Enlighten me please,how does an excise tax promote local business,when you are in construction work it seems everything you need has a excise tax on it-Kevin

trying to squeeze blood from a turnip

I wouldn’t be affected very much from the proposed tax, I barely put 3500 miles on my car a year. Now the person putting 35,000 or 50,000 miles a year on their car would be paying out the wazoo. Many people are suffering financially as it is, now the Cliff has caused taxes to go up and they won’t be getting as much each pay check as they were. For some, even that little bit extra from the increase might mean skipping a meal or two a week.

ken, right now China enjoys favored nation status so the excise tax is very low.

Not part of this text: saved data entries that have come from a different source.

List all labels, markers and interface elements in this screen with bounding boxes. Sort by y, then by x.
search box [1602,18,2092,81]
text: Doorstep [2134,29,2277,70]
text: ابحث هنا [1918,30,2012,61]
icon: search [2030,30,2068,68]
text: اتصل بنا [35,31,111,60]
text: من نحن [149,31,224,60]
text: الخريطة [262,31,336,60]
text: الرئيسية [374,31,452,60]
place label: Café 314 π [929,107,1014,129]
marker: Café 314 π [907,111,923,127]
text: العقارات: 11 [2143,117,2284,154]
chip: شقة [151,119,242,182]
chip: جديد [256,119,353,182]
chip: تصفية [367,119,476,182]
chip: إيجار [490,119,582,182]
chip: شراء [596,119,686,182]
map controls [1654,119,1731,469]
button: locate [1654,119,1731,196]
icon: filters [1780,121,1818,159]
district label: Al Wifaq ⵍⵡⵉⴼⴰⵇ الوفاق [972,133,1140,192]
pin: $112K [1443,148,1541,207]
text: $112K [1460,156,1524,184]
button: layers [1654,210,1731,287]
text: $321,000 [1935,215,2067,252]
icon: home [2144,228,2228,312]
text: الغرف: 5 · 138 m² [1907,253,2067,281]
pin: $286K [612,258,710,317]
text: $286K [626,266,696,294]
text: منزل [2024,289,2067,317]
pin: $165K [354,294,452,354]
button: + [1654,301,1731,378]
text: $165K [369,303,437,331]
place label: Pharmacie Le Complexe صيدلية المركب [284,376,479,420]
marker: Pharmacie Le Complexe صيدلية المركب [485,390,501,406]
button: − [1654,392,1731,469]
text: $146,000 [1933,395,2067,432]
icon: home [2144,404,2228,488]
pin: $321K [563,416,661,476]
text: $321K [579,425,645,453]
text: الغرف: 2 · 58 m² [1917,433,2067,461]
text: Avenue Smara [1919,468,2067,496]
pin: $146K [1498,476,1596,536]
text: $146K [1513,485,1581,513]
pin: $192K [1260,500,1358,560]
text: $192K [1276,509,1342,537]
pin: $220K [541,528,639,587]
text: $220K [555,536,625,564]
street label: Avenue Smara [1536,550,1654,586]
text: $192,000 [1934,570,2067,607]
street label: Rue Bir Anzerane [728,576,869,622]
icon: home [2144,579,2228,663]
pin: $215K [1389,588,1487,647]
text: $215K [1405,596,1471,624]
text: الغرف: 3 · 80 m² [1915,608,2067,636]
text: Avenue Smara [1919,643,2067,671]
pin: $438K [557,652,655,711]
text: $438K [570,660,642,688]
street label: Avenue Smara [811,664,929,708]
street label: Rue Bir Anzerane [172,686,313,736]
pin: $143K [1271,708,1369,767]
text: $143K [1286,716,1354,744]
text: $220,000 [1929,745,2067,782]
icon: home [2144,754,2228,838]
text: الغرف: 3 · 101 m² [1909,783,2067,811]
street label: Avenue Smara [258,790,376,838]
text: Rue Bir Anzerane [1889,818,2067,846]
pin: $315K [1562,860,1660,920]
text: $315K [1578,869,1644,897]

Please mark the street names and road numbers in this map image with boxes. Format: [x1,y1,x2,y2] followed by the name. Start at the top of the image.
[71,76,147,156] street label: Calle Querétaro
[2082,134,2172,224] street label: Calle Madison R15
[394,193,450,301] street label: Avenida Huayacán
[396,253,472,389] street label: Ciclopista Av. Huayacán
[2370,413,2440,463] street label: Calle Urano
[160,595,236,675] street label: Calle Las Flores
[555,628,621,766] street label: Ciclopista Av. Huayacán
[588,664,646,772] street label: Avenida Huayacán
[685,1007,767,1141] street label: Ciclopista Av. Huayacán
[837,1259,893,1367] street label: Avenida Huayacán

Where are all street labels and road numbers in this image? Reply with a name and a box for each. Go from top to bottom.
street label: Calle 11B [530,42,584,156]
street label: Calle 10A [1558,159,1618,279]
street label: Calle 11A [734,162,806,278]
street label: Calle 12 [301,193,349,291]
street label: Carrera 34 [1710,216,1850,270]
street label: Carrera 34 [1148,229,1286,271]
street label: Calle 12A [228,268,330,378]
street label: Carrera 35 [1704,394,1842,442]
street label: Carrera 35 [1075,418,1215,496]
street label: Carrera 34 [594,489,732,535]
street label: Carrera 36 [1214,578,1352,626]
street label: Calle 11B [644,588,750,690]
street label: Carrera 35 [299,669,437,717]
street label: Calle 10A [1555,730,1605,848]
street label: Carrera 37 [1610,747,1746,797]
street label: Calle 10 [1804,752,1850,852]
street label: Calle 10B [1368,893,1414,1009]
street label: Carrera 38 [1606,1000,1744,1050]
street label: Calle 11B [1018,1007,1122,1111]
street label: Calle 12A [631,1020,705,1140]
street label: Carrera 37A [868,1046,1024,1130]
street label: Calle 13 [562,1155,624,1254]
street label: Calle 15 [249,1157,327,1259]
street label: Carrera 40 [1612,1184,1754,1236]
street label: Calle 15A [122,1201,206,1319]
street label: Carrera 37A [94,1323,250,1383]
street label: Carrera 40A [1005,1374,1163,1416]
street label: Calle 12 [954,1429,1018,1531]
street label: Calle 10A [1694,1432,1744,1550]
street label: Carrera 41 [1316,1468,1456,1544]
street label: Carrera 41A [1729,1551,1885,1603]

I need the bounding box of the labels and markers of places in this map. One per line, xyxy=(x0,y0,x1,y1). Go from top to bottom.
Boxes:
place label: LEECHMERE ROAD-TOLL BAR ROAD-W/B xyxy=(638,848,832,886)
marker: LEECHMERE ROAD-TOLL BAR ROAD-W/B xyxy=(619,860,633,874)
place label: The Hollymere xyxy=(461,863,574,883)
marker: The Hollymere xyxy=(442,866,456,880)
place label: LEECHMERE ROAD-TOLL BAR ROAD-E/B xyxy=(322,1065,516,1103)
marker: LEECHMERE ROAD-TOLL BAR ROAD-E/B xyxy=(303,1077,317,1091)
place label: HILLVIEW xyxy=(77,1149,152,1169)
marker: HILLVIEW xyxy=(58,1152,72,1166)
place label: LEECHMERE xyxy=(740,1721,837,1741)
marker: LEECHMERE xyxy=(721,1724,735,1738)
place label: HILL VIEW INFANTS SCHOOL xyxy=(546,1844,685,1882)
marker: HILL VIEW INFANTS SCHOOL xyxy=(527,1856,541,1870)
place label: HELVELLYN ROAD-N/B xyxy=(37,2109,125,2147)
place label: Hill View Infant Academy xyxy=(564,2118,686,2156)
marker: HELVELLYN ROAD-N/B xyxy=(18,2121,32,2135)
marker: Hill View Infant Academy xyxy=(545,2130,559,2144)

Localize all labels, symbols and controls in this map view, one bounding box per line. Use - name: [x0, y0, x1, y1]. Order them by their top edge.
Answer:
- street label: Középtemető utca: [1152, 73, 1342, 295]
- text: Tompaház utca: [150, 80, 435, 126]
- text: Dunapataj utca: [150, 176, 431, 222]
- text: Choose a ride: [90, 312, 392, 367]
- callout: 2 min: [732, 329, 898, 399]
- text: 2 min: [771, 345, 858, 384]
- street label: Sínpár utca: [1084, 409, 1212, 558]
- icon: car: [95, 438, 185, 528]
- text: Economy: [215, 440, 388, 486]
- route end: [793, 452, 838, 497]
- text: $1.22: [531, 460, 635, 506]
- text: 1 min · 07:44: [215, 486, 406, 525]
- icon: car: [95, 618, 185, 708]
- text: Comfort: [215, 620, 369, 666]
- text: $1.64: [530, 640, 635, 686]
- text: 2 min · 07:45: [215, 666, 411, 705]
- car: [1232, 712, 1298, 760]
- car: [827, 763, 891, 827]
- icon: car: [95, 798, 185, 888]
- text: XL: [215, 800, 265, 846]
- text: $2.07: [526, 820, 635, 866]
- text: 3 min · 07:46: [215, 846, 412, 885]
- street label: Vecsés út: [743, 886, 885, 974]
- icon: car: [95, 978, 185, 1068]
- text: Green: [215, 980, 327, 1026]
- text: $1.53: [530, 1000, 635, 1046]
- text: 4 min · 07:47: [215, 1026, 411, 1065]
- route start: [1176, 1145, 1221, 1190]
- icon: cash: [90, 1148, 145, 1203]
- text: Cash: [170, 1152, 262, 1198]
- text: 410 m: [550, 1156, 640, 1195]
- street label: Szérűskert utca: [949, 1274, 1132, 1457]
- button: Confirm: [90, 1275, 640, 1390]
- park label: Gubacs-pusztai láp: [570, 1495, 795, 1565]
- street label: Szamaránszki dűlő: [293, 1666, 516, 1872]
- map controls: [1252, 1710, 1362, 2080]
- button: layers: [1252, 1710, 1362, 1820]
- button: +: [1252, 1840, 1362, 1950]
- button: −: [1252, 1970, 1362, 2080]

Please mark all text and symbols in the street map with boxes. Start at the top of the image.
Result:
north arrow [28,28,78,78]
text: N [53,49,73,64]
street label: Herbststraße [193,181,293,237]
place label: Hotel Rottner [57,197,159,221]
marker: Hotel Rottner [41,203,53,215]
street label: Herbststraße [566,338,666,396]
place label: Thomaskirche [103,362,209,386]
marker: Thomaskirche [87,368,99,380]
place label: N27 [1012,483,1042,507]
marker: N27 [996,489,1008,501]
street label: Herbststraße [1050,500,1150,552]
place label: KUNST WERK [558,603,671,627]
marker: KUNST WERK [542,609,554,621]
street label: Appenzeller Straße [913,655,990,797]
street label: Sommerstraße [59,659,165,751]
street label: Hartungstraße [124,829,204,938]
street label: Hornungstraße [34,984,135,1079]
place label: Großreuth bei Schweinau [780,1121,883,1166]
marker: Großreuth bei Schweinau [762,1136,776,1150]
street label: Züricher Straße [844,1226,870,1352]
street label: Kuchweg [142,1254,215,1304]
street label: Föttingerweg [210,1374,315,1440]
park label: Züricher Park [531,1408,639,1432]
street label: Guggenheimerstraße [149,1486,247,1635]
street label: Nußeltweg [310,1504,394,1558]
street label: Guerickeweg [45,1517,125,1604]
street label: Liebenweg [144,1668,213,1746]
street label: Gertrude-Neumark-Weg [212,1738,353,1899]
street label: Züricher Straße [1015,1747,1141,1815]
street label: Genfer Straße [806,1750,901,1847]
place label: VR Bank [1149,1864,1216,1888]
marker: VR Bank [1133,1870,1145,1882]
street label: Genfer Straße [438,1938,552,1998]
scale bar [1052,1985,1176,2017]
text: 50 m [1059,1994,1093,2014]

Most construction materials are coming from China right now, but there are US made materials available.

3/4 of the goods we consume are manufactured where ? You guessed wrong if you said anywhere but the good old U S of A. Because we are car and electronic driven bunch of consumers here, we do get a little overly concerned. We do need to be when the goods are strategic to our own security. In that case, I’m in favor of strategic taxation to encourage that end.

The problem stems from the early days. Fuel is taxed by the gallon, not a percentage. So as fuel economy gets better, the amunt of money raised decreases.

The solution is to change the way the tax is calculated. Use a percentage.

Unfortunately gas tax presents a greater burden the lower your income.

At this point, EVs are so much more expensive, that I would not impose a mileage tax or turn every highway into a toll road. We should increase gasoline taxes, though. Tolls might be a good idea for HOV lanes or new highway construction. MD-200 is a new road with steep tolls ($4 to go about 20 miles). I see people getting on it every day as I travel down I-95 to work.

“I can’t back out of my driveway without someone in a hat who wants 50 cents”
-George Carlin on driving in New Jersey(the Toll booth capital of the USA, as he called it)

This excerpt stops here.